_THE PROBLEM_
Each entry below should be reproduced character for character.

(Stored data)

○ ○ ○ ○

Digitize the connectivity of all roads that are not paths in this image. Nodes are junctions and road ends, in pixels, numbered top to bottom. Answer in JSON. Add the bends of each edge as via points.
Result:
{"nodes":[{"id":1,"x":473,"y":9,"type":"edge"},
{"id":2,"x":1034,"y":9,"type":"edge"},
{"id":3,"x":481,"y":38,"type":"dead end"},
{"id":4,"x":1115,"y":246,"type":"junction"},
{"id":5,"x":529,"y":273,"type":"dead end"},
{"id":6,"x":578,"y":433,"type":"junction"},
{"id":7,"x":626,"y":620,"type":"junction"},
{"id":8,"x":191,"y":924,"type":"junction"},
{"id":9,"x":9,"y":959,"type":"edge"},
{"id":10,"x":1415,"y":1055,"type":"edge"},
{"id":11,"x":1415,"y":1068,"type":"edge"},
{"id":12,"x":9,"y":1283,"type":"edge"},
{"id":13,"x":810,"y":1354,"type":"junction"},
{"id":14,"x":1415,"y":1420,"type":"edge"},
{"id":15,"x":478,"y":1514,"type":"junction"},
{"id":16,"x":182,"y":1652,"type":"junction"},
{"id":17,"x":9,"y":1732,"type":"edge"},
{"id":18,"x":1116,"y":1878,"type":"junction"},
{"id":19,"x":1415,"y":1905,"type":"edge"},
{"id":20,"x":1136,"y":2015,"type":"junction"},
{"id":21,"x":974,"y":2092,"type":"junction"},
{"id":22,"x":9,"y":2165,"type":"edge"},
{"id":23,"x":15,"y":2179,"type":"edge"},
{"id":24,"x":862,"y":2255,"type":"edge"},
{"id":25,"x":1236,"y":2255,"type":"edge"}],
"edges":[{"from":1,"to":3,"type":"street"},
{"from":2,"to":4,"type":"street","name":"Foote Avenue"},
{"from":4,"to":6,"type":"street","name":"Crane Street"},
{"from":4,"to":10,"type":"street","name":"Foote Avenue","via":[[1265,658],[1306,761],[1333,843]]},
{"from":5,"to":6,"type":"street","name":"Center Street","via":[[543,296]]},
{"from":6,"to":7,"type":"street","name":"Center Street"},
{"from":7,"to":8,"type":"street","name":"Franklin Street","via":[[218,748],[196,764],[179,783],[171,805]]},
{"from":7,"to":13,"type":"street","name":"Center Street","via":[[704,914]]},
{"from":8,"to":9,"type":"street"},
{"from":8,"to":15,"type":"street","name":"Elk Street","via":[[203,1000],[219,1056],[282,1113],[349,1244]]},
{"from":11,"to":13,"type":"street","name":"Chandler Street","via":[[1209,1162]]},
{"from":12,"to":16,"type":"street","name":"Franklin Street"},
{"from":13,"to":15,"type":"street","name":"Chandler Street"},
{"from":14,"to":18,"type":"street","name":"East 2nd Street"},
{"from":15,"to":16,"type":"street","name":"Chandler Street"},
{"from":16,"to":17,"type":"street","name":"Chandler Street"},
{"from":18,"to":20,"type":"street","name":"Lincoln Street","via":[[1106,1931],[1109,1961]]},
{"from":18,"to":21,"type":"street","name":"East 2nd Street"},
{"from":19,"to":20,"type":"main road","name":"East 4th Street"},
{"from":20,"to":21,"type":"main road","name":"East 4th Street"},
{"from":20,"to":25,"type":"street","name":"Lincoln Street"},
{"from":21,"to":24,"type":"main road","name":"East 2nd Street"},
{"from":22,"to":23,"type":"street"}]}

○ ○ ○ ○

_ANSWER BELOW_
Digitize the connectivity of all roads that are not paths in this image. Nodes are junctions and road ends, in pixels, numbered top to bottom. Answer in JSON. Add the bends of each edge as via points.
Result:
{"nodes":[{"id":1,"x":473,"y":9,"type":"edge"},
{"id":2,"x":1034,"y":9,"type":"edge"},
{"id":3,"x":481,"y":38,"type":"dead end"},
{"id":4,"x":1115,"y":246,"type":"junction"},
{"id":5,"x":529,"y":273,"type":"dead end"},
{"id":6,"x":578,"y":433,"type":"junction"},
{"id":7,"x":626,"y":620,"type":"junction"},
{"id":8,"x":191,"y":924,"type":"junction"},
{"id":9,"x":9,"y":959,"type":"edge"},
{"id":10,"x":1415,"y":1055,"type":"edge"},
{"id":11,"x":1415,"y":1068,"type":"edge"},
{"id":12,"x":9,"y":1283,"type":"edge"},
{"id":13,"x":810,"y":1354,"type":"junction"},
{"id":14,"x":1415,"y":1420,"type":"edge"},
{"id":15,"x":478,"y":1514,"type":"junction"},
{"id":16,"x":182,"y":1652,"type":"junction"},
{"id":17,"x":9,"y":1732,"type":"edge"},
{"id":18,"x":1116,"y":1878,"type":"junction"},
{"id":19,"x":1415,"y":1905,"type":"edge"},
{"id":20,"x":1136,"y":2015,"type":"junction"},
{"id":21,"x":974,"y":2092,"type":"junction"},
{"id":22,"x":9,"y":2165,"type":"edge"},
{"id":23,"x":15,"y":2179,"type":"edge"},
{"id":24,"x":862,"y":2255,"type":"edge"},
{"id":25,"x":1236,"y":2255,"type":"edge"}],
"edges":[{"from":1,"to":3,"type":"street"},
{"from":2,"to":4,"type":"street","name":"Foote Avenue"},
{"from":4,"to":6,"type":"street","name":"Crane Street"},
{"from":4,"to":10,"type":"street","name":"Foote Avenue","via":[[1265,658],[1306,761],[1333,843]]},
{"from":5,"to":6,"type":"street","name":"Center Street","via":[[543,296]]},
{"from":6,"to":7,"type":"street","name":"Center Street"},
{"from":7,"to":8,"type":"street","name":"Franklin Street","via":[[218,748],[196,764],[179,783],[171,805]]},
{"from":7,"to":13,"type":"street","name":"Center Street","via":[[704,914]]},
{"from":8,"to":9,"type":"street"},
{"from":8,"to":15,"type":"street","name":"Elk Street","via":[[203,1000],[219,1056],[282,1113],[349,1244]]},
{"from":11,"to":13,"type":"street","name":"Chandler Street","via":[[1209,1162]]},
{"from":12,"to":16,"type":"street","name":"Franklin Street"},
{"from":13,"to":15,"type":"street","name":"Chandler Street"},
{"from":14,"to":18,"type":"street","name":"East 2nd Street"},
{"from":15,"to":16,"type":"street","name":"Chandler Street"},
{"from":16,"to":17,"type":"street","name":"Chandler Street"},
{"from":18,"to":20,"type":"street","name":"Lincoln Street","via":[[1106,1931],[1109,1961]]},
{"from":18,"to":21,"type":"street","name":"East 2nd Street"},
{"from":19,"to":20,"type":"main road","name":"East 4th Street"},
{"from":20,"to":21,"type":"main road","name":"East 4th Street"},
{"from":20,"to":25,"type":"street","name":"Lincoln Street"},
{"from":21,"to":24,"type":"main road","name":"East 2nd Street"},
{"from":22,"to":23,"type":"street"}]}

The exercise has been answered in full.